Pigs were a large problem. They tore out all the low growing fruit plants causing the understory to grow bare. Without the cover of the plants water evaporated causing the trees to dry out. The pigs also destroyed much of the forests tree roots, causing them to grow weak and even kill them. As the trees died the forests became less dense till they gave out and turned into savannas. These grasslands would be used by people as good farmland for years till they grow too poor to use and the land becomes a desert. Cattle had a similar roles as the pig and they too destroyed low growing vegetation, but at a larger scale. Birds, which were used as pets occasionally got lost, as sizeable populations grew, they were able to breed and compete with native birds.
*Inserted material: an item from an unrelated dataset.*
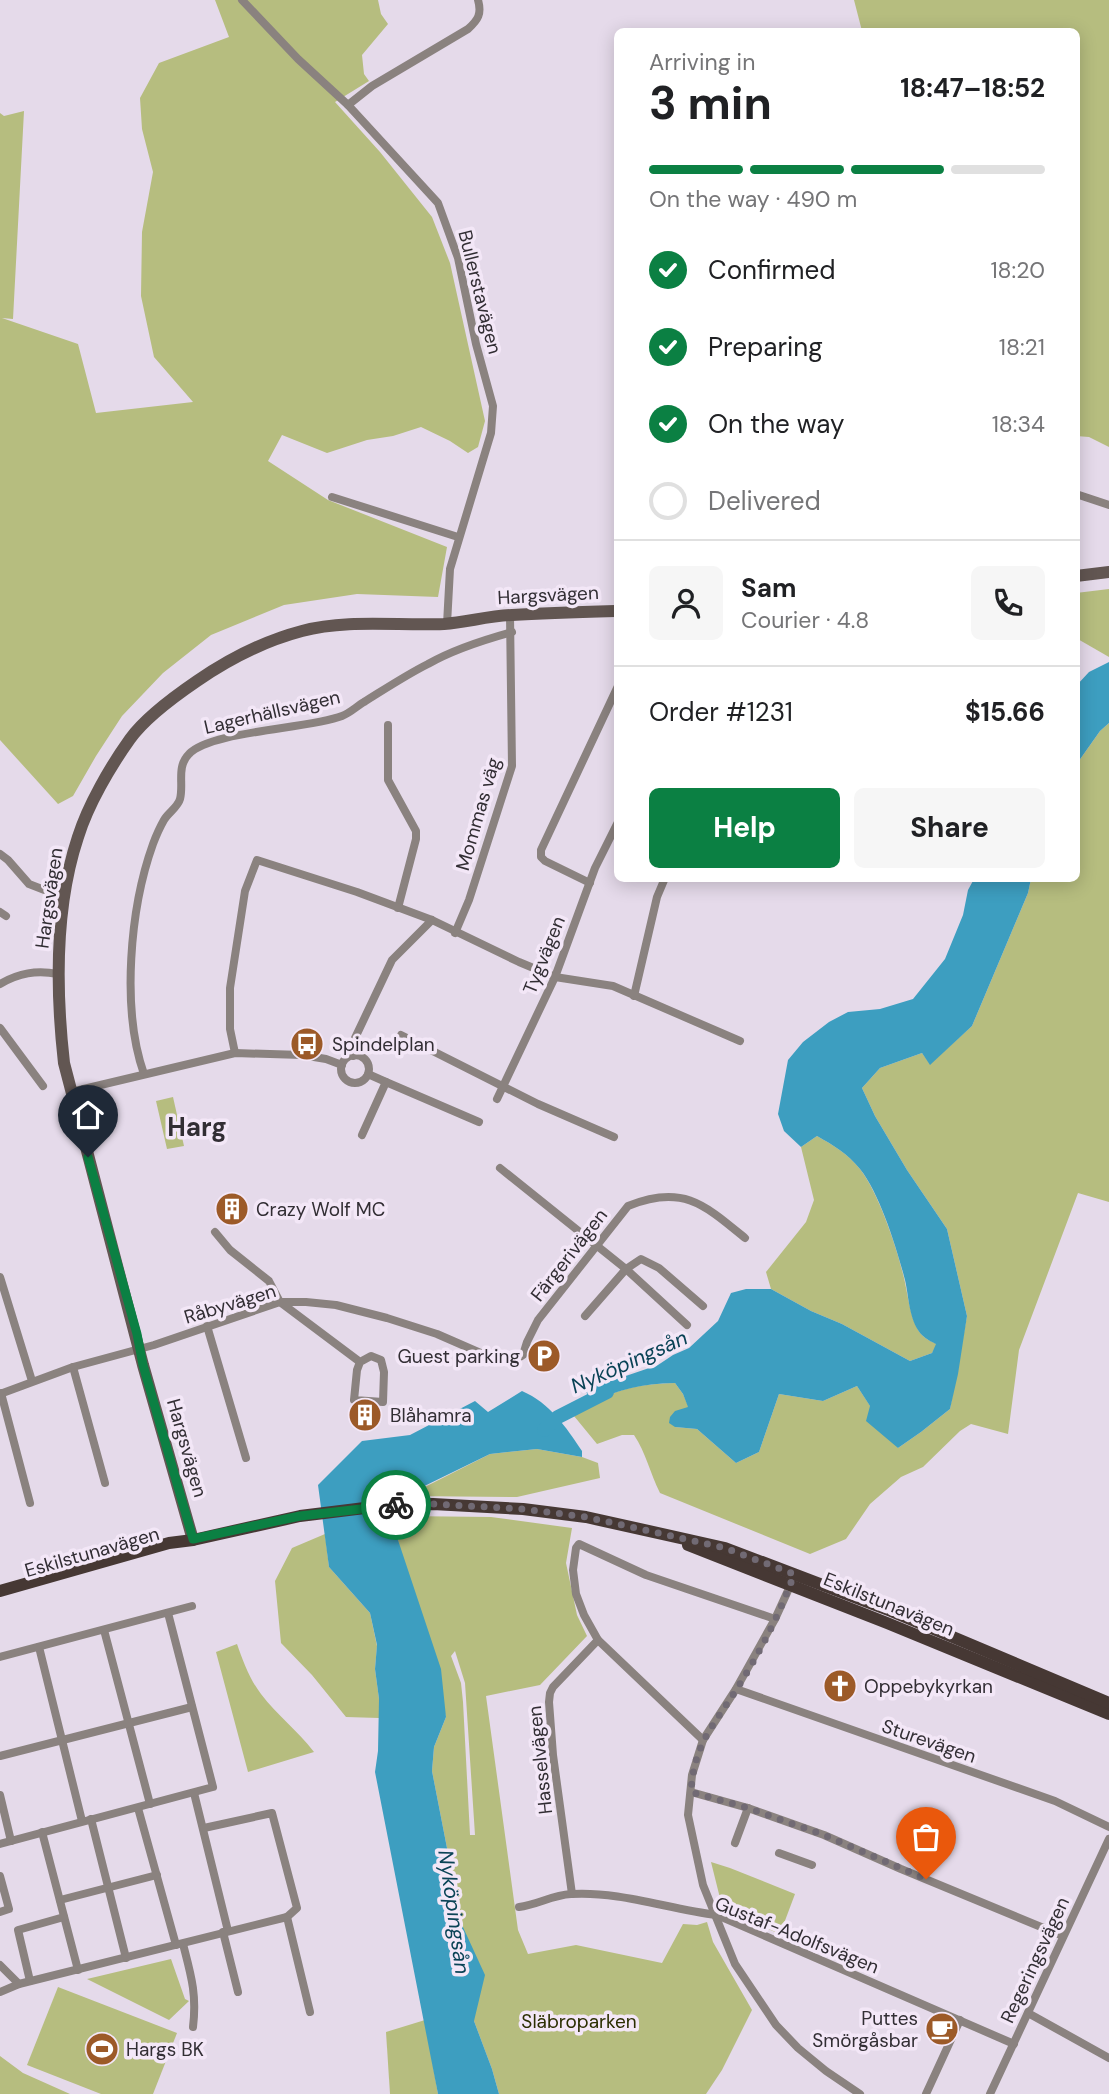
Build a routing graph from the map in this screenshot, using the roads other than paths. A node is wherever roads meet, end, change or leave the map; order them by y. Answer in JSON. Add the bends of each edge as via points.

The Lanai Olama’o was now going up against other songbirds with similar diets and even more aggressive. With more competition the Lanai inhabitants were driven to less liked habitats. One of the last big introducers is actually not very big, it’s the mosquito. The mosquito is an insect, you can swat it and its dead, so why do birds have a big problem with it. The big problem is not the mosquito, but passengers inside. Bacteria, from North America, Europe and Asia were brought inside insects. The native birds like the Lanai Olama’o are not accustomed to diseases as such. In contact with diseases, such as Avian Malaria and Avian Pox, these natives will die. However how does the bacteria go from the mosquito to the bird. The male mosquito has no part in the diseases as they are nectivorus, and eat sugar and nectar, not blood. Females need blood, so their babies can grow. The female mosquito goes to an introduced bird that has the disease. It lands and prepares its self to feast. It gets its proboscis or tongue and gets its three mouth parts to work. First, something like a Swiss Army Knife comes out and drills the skin to the blood vesicle. Next comes the needle, this releases an anticoagulant, which causes the blood to keep flowing instead of clotting. In the anticougulant is the diseases, hitching a ride as they head toward the weak parts of the body. The last part of the mosquito tongue is a straw, which will suck until the belly can not hold any more and flies away, leaving the bird to grow ill and die.
With all of these environmental problems the Lanai Thrush grew extremely rare, even back in Wilsons time there in 1900. He stated that this bird was more common in the 1890s. He also stated that it grew rare in the 1920s. By 1930, the bird was almost no where to be found, except in a few sma;ll pockets of pristine forest on Lanai’s North Coast. The extinction of the species would soon follow, the year was either 1931 or possibly 1933. By then most if not all of the lands on Lanai have introduced plants.